• WHAT TO PRODUCE
Lines with the word "edge" in them are the ones to copy from the records.

• MATERIAL FOR THIS EXERCISE
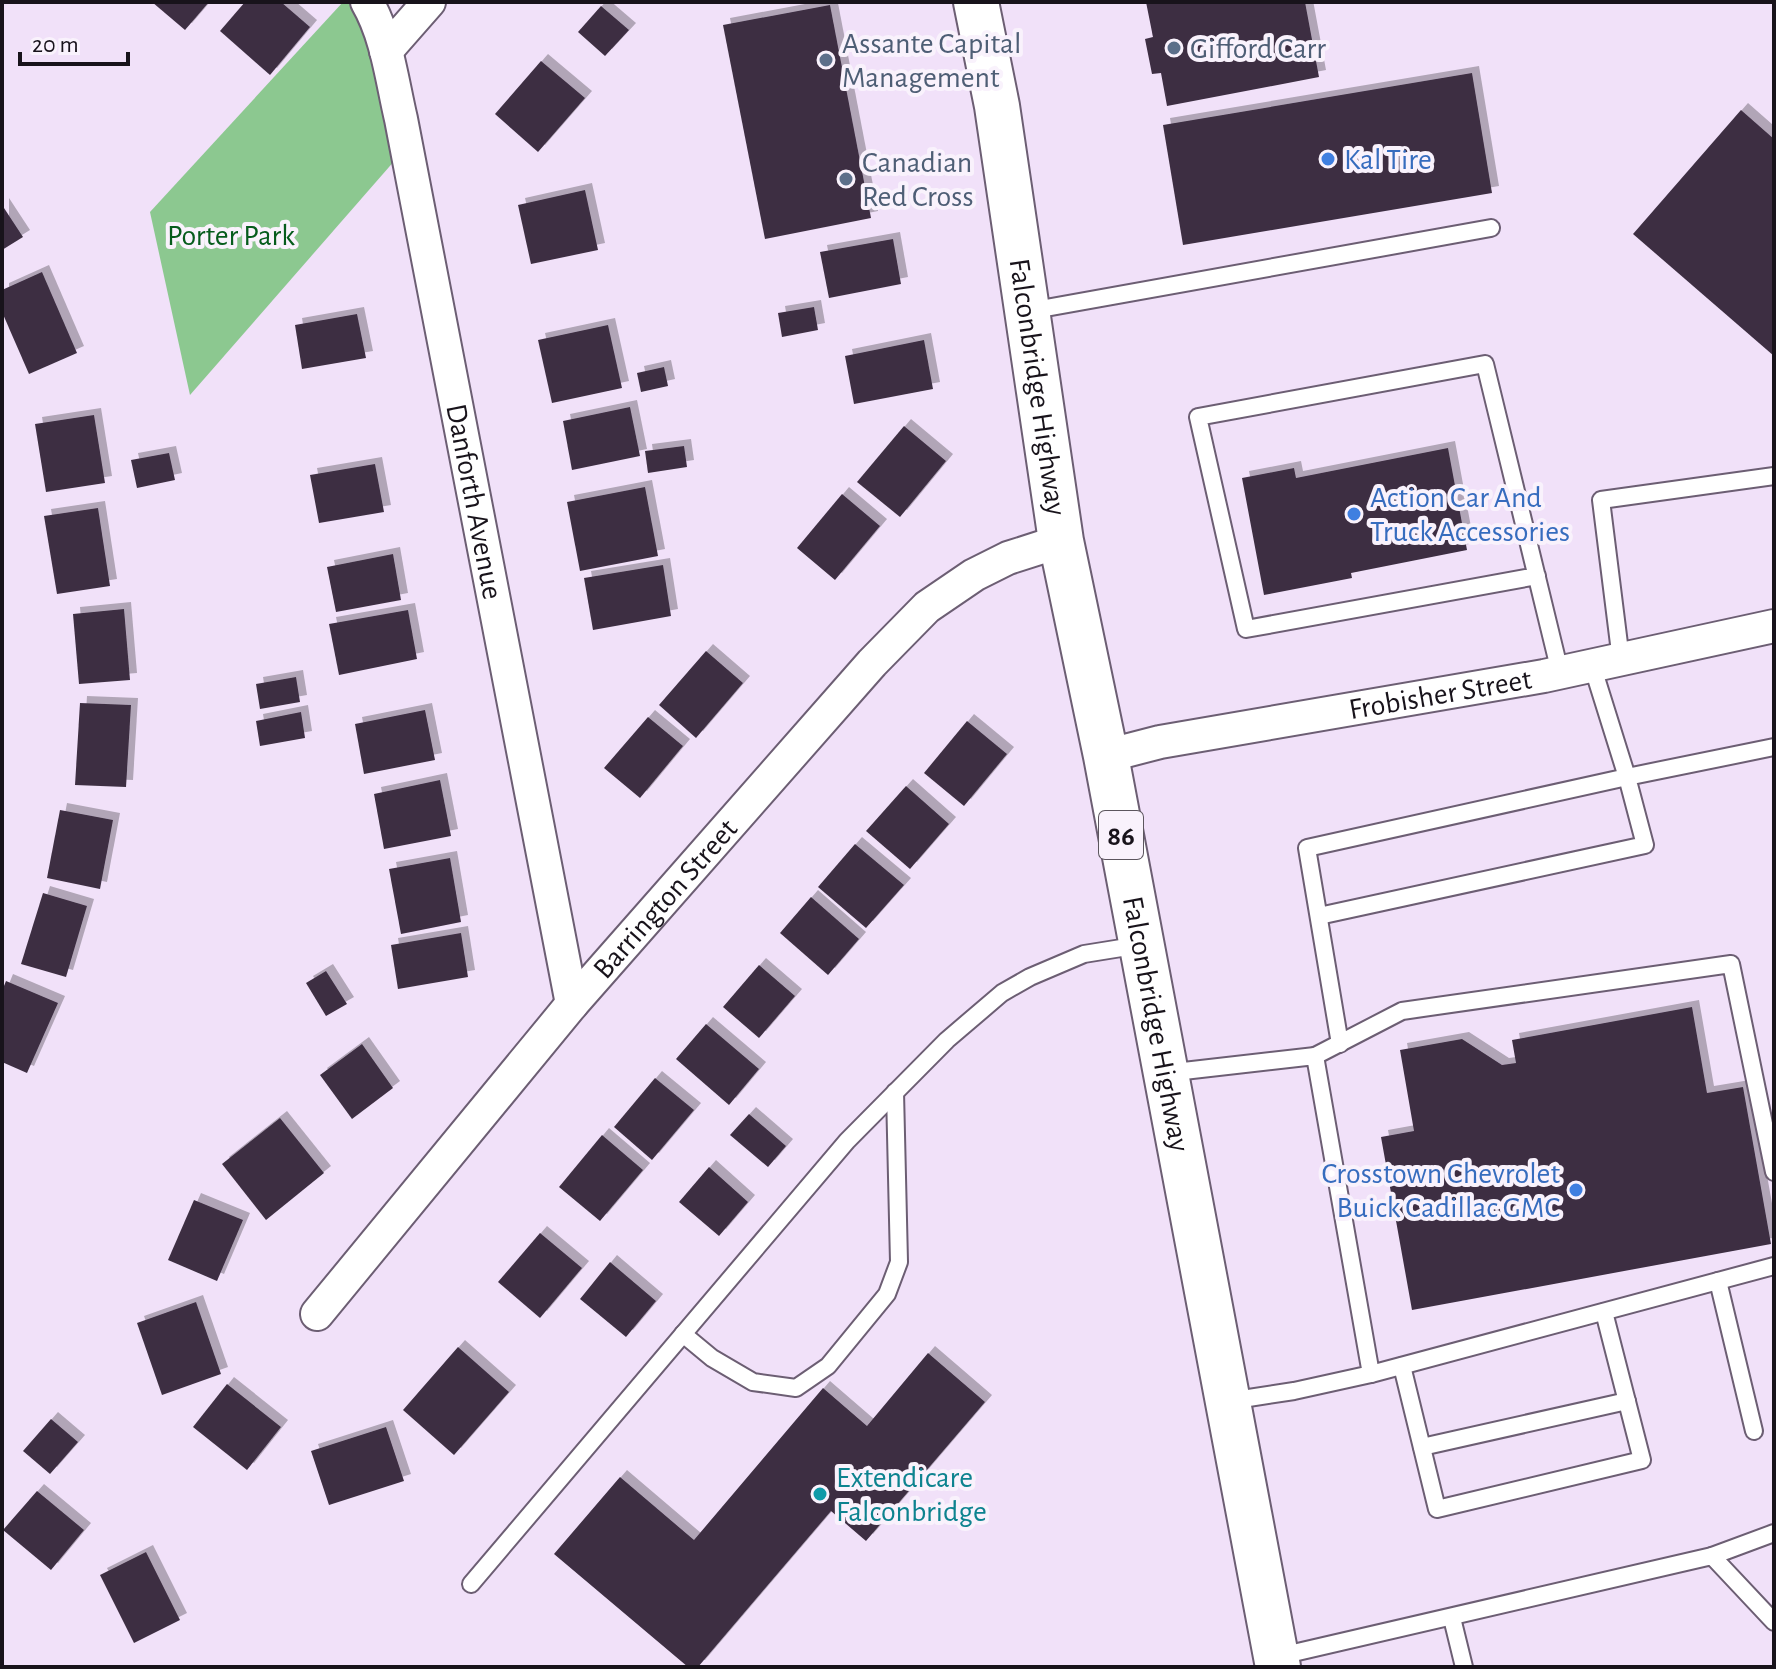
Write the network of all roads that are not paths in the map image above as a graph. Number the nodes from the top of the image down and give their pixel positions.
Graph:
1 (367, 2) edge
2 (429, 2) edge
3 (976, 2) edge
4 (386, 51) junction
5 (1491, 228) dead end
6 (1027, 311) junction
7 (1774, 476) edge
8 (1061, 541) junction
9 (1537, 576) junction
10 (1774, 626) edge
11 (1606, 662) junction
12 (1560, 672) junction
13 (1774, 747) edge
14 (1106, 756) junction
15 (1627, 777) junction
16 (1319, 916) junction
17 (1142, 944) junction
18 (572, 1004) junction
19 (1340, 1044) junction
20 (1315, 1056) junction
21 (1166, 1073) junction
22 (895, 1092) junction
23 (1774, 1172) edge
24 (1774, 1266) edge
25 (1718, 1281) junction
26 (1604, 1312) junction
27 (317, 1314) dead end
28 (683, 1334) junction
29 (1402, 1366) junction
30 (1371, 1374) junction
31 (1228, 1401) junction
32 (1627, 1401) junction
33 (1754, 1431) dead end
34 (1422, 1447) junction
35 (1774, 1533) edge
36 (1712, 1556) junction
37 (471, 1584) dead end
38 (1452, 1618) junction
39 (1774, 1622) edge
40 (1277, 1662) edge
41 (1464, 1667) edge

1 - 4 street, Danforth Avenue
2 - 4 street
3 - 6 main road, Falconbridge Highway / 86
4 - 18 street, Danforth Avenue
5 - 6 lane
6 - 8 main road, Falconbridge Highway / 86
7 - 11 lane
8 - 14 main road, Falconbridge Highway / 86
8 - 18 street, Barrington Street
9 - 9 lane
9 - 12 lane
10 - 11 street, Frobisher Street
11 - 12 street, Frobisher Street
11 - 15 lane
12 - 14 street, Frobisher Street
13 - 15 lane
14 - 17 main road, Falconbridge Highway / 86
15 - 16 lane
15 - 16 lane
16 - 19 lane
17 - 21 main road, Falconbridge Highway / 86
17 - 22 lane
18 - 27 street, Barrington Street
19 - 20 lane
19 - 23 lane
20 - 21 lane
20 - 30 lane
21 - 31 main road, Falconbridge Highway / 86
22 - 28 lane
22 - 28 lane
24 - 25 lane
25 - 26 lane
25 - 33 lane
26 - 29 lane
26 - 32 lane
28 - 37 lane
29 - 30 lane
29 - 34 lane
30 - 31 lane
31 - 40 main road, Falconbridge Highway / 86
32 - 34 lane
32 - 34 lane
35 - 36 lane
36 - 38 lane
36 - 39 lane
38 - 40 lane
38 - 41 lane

• TASK SOLUTION
1 (367, 2) edge
2 (429, 2) edge
3 (976, 2) edge
7 (1774, 476) edge
10 (1774, 626) edge
13 (1774, 747) edge
23 (1774, 1172) edge
24 (1774, 1266) edge
35 (1774, 1533) edge
39 (1774, 1622) edge
40 (1277, 1662) edge
41 (1464, 1667) edge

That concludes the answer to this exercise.